Provided records
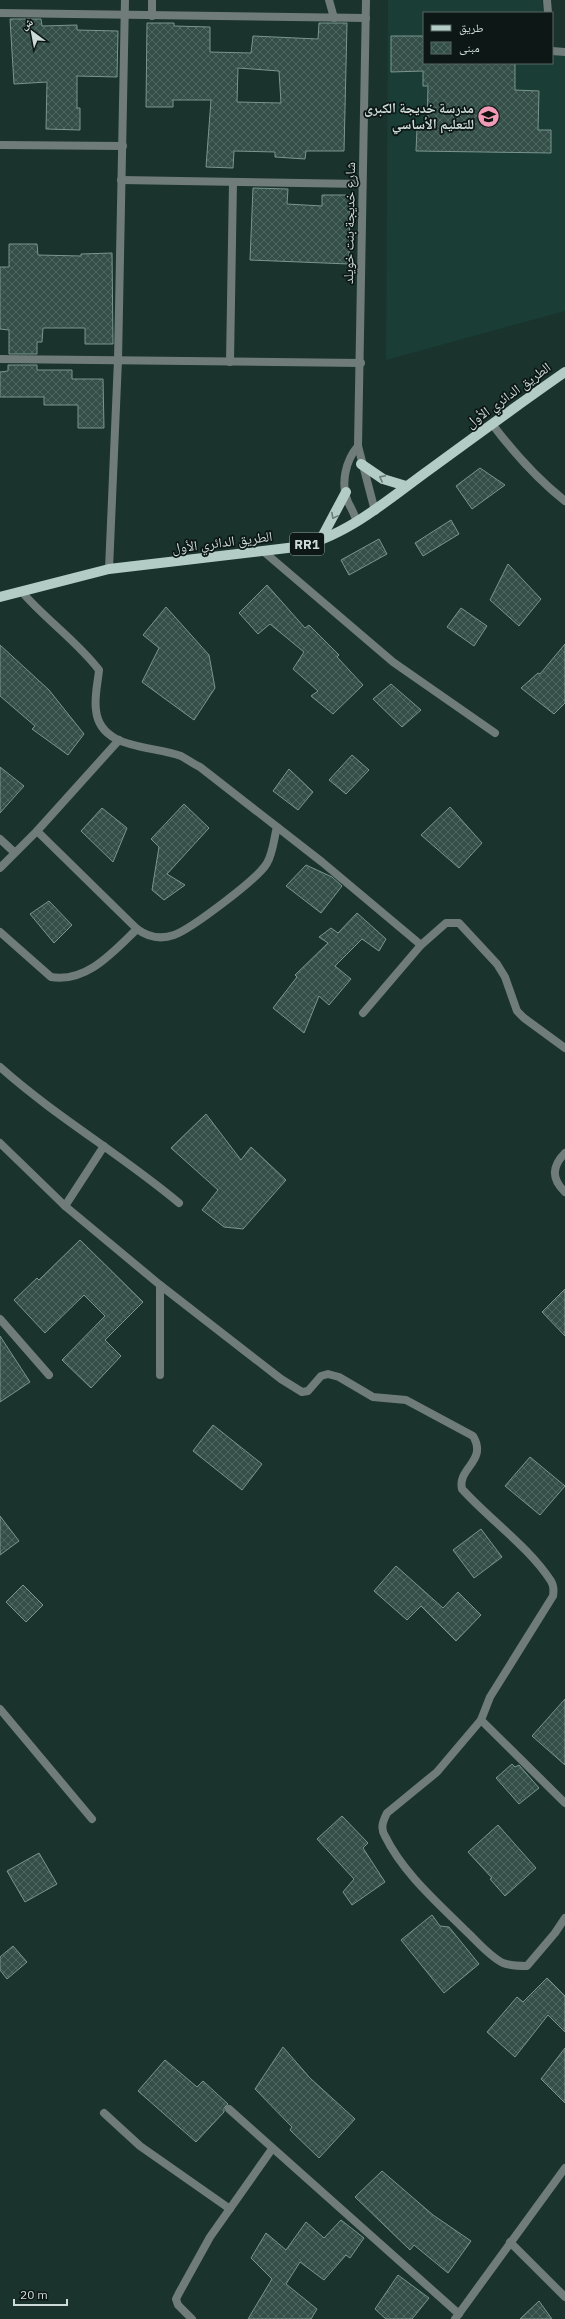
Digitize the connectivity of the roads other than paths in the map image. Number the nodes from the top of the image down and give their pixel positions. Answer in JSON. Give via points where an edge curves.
{"nodes":[{"id":1,"x":125,"y":0,"type":"edge"},
{"id":2,"x":152,"y":0,"type":"edge"},
{"id":3,"x":329,"y":0,"type":"edge"},
{"id":4,"x":366,"y":0,"type":"edge"},
{"id":5,"x":547,"y":0,"type":"edge"},
{"id":6,"x":548,"y":12,"type":"edge"},
{"id":7,"x":0,"y":13,"type":"edge"},
{"id":8,"x":125,"y":16,"type":"junction"},
{"id":9,"x":152,"y":16,"type":"junction"},
{"id":10,"x":334,"y":18,"type":"junction"},
{"id":11,"x":366,"y":18,"type":"junction"},
{"id":12,"x":553,"y":51,"type":"edge"},
{"id":13,"x":565,"y":52,"type":"edge"},
{"id":14,"x":0,"y":145,"type":"edge"},
{"id":15,"x":123,"y":146,"type":"junction"},
{"id":16,"x":121,"y":180,"type":"junction"},
{"id":17,"x":233,"y":182,"type":"junction"},
{"id":18,"x":362,"y":184,"type":"junction"},
{"id":19,"x":0,"y":359,"type":"edge"},
{"id":20,"x":118,"y":360,"type":"junction"},
{"id":21,"x":230,"y":362,"type":"junction"},
{"id":22,"x":361,"y":363,"type":"junction"},
{"id":23,"x":565,"y":372,"type":"edge"},
{"id":24,"x":492,"y":424,"type":"junction"},
{"id":25,"x":358,"y":446,"type":"junction"},
{"id":26,"x":361,"y":464,"type":"junction"},
{"id":27,"x":406,"y":486,"type":"junction"},
{"id":28,"x":346,"y":492,"type":"junction"},
{"id":29,"x":565,"y":501,"type":"edge"},
{"id":30,"x":375,"y":511,"type":"junction"},
{"id":31,"x":357,"y":522,"type":"junction"},
{"id":32,"x":321,"y":539,"type":"junction"},
{"id":33,"x":262,"y":551,"type":"junction"},
{"id":34,"x":109,"y":569,"type":"junction"},
{"id":35,"x":22,"y":592,"type":"junction"},
{"id":36,"x":0,"y":597,"type":"edge"},
{"id":37,"x":495,"y":733,"type":"dead end"},
{"id":38,"x":119,"y":740,"type":"junction"},
{"id":39,"x":277,"y":827,"type":"junction"},
{"id":40,"x":37,"y":831,"type":"junction"},
{"id":41,"x":0,"y":839,"type":"edge"},
{"id":42,"x":14,"y":852,"type":"junction"},
{"id":43,"x":0,"y":868,"type":"edge"},
{"id":44,"x":137,"y":929,"type":"junction"},
{"id":45,"x":0,"y":932,"type":"edge"},
{"id":46,"x":421,"y":945,"type":"junction"},
{"id":47,"x":363,"y":1013,"type":"dead end"},
{"id":48,"x":565,"y":1048,"type":"edge"},
{"id":49,"x":0,"y":1067,"type":"edge"},
{"id":50,"x":0,"y":1143,"type":"edge"},
{"id":51,"x":104,"y":1146,"type":"junction"},
{"id":52,"x":565,"y":1153,"type":"edge"},
{"id":53,"x":565,"y":1192,"type":"edge"},
{"id":54,"x":179,"y":1203,"type":"dead end"},
{"id":55,"x":65,"y":1206,"type":"junction"},
{"id":56,"x":160,"y":1285,"type":"junction"},
{"id":57,"x":0,"y":1319,"type":"edge"},
{"id":58,"x":50,"y":1375,"type":"dead end"},
{"id":59,"x":160,"y":1375,"type":"dead end"},
{"id":60,"x":0,"y":1709,"type":"edge"},
{"id":61,"x":481,"y":1720,"type":"junction"},
{"id":62,"x":565,"y":1803,"type":"edge"},
{"id":63,"x":92,"y":1819,"type":"dead end"},
{"id":64,"x":565,"y":1918,"type":"edge"},
{"id":65,"x":229,"y":2109,"type":"dead end"},
{"id":66,"x":104,"y":2113,"type":"dead end"},
{"id":67,"x":272,"y":2150,"type":"junction"},
{"id":68,"x":565,"y":2168,"type":"edge"},
{"id":69,"x":230,"y":2209,"type":"junction"},
{"id":70,"x":510,"y":2242,"type":"junction"},
{"id":71,"x":565,"y":2297,"type":"edge"},
{"id":72,"x":457,"y":2316,"type":"edge"},
{"id":73,"x":192,"y":2319,"type":"edge"}],
"edges":[{"from":1,"to":8,"type":"street"},
{"from":2,"to":9,"type":"street"},
{"from":3,"to":10,"type":"street"},
{"from":4,"to":11,"type":"street","name":"شارع خديجة بنت خويلد"},
{"from":5,"to":6,"type":"street"},
{"from":7,"to":8,"type":"street"},
{"from":8,"to":9,"type":"street"},
{"from":8,"to":15,"type":"street"},
{"from":9,"to":10,"type":"street"},
{"from":10,"to":11,"type":"street"},
{"from":11,"to":18,"type":"street","name":"شارع خديجة بنت خويلد"},
{"from":12,"to":13,"type":"street"},
{"from":14,"to":15,"type":"street"},
{"from":15,"to":16,"type":"street"},
{"from":16,"to":17,"type":"street"},
{"from":16,"to":20,"type":"street"},
{"from":17,"to":18,"type":"street"},
{"from":17,"to":21,"type":"street"},
{"from":18,"to":22,"type":"street","name":"شارع خديجة بنت خويلد"},
{"from":19,"to":20,"type":"street"},
{"from":20,"to":21,"type":"street"},
{"from":20,"to":34,"type":"street"},
{"from":21,"to":22,"type":"street"},
{"from":22,"to":25,"type":"street","name":"شارع خديجة بنت خويلد"},
{"from":23,"to":24,"type":"main road","name":"الطريق الدائري الأول","number":"RR1"},
{"from":24,"to":27,"type":"main road","name":"الطريق الدائري الأول","number":"RR1"},
{"from":24,"to":29,"type":"street","via":[[517,458]]},
{"from":25,"to":26,"type":"street","name":"شارع خديجة بنت خويلد"},
{"from":25,"to":28,"type":"street","via":[[347,460]]},
{"from":27,"to":26,"type":"main road","one_way":true,"via":[[383,479]]},
{"from":26,"to":30,"type":"street","name":"شارع خديجة بنت خويلد"},
{"from":27,"to":30,"type":"main road","name":"الطريق الدائري الأول","number":"RR1"},
{"from":28,"to":31,"type":"street"},
{"from":28,"to":32,"type":"main road","one_way":true},
{"from":30,"to":31,"type":"main road","name":"الطريق الدائري الأول","number":"RR1"},
{"from":31,"to":32,"type":"main road","name":"الطريق الدائري الأول","number":"RR1"},
{"from":32,"to":33,"type":"main road","name":"الطريق الدائري الأول","number":"RR1","via":[[302,546]]},
{"from":33,"to":34,"type":"main road","name":"الطريق الدائري الأول","number":"RR1"},
{"from":33,"to":37,"type":"street","via":[[393,662]]},
{"from":34,"to":35,"type":"main road","name":"الطريق الدائري الأول","number":"RR1"},
{"from":35,"to":36,"type":"main road","name":"الطريق الدائري الأول","number":"RR1"},
{"from":35,"to":38,"type":"street","via":[[89,656],[99,670],[96,709],[99,724]]},
{"from":38,"to":39,"type":"street","via":[[181,756],[200,767]]},
{"from":38,"to":40,"type":"street"},
{"from":39,"to":44,"type":"street","via":[[268,861],[261,872],[206,915],[174,935],[159,938],[144,935]]},
{"from":39,"to":46,"type":"street"},
{"from":40,"to":42,"type":"street"},
{"from":40,"to":44,"type":"street"},
{"from":41,"to":42,"type":"street"},
{"from":42,"to":43,"type":"street"},
{"from":44,"to":45,"type":"street","via":[[95,967],[59,978],[52,977]]},
{"from":46,"to":47,"type":"street"},
{"from":46,"to":48,"type":"street","via":[[446,923],[459,923],[497,964],[505,977],[517,1011]]},
{"from":49,"to":51,"type":"street"},
{"from":50,"to":55,"type":"street"},
{"from":51,"to":54,"type":"street"},
{"from":51,"to":55,"type":"street"},
{"from":52,"to":53,"type":"street","via":[[556,1163],[554,1173],[558,1186]]},
{"from":55,"to":56,"type":"street"},
{"from":56,"to":59,"type":"street"},
{"from":56,"to":61,"type":"street","via":[[281,1379],[302,1392],[308,1391],[316,1380],[328,1374],[339,1377],[373,1397],[406,1400],[473,1436],[478,1445],[478,1452],[463,1480],[462,1489],[531,1558],[554,1589],[553,1596],[490,1696]]},
{"from":57,"to":58,"type":"street"},
{"from":60,"to":63,"type":"street"},
{"from":61,"to":62,"type":"street"},
{"from":61,"to":64,"type":"street","via":[[437,1772],[387,1813],[383,1822],[384,1836],[409,1871],[440,1905],[502,1962],[514,1966],[527,1966]]},
{"from":65,"to":67,"type":"street"},
{"from":66,"to":69,"type":"street","via":[[140,2146]]},
{"from":67,"to":69,"type":"street"},
{"from":67,"to":72,"type":"street"},
{"from":68,"to":70,"type":"street"},
{"from":69,"to":73,"type":"street","via":[[210,2237],[176,2299],[178,2305]]},
{"from":70,"to":71,"type":"street"},
{"from":70,"to":72,"type":"street"}]}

Exercise directions
In the listing above, find every line with the word "dead" and copy it.

Answer section
{"id":37,"x":495,"y":733,"type":"dead end"},
{"id":47,"x":363,"y":1013,"type":"dead end"},
{"id":54,"x":179,"y":1203,"type":"dead end"},
{"id":58,"x":50,"y":1375,"type":"dead end"},
{"id":59,"x":160,"y":1375,"type":"dead end"},
{"id":63,"x":92,"y":1819,"type":"dead end"},
{"id":65,"x":229,"y":2109,"type":"dead end"},
{"id":66,"x":104,"y":2113,"type":"dead end"},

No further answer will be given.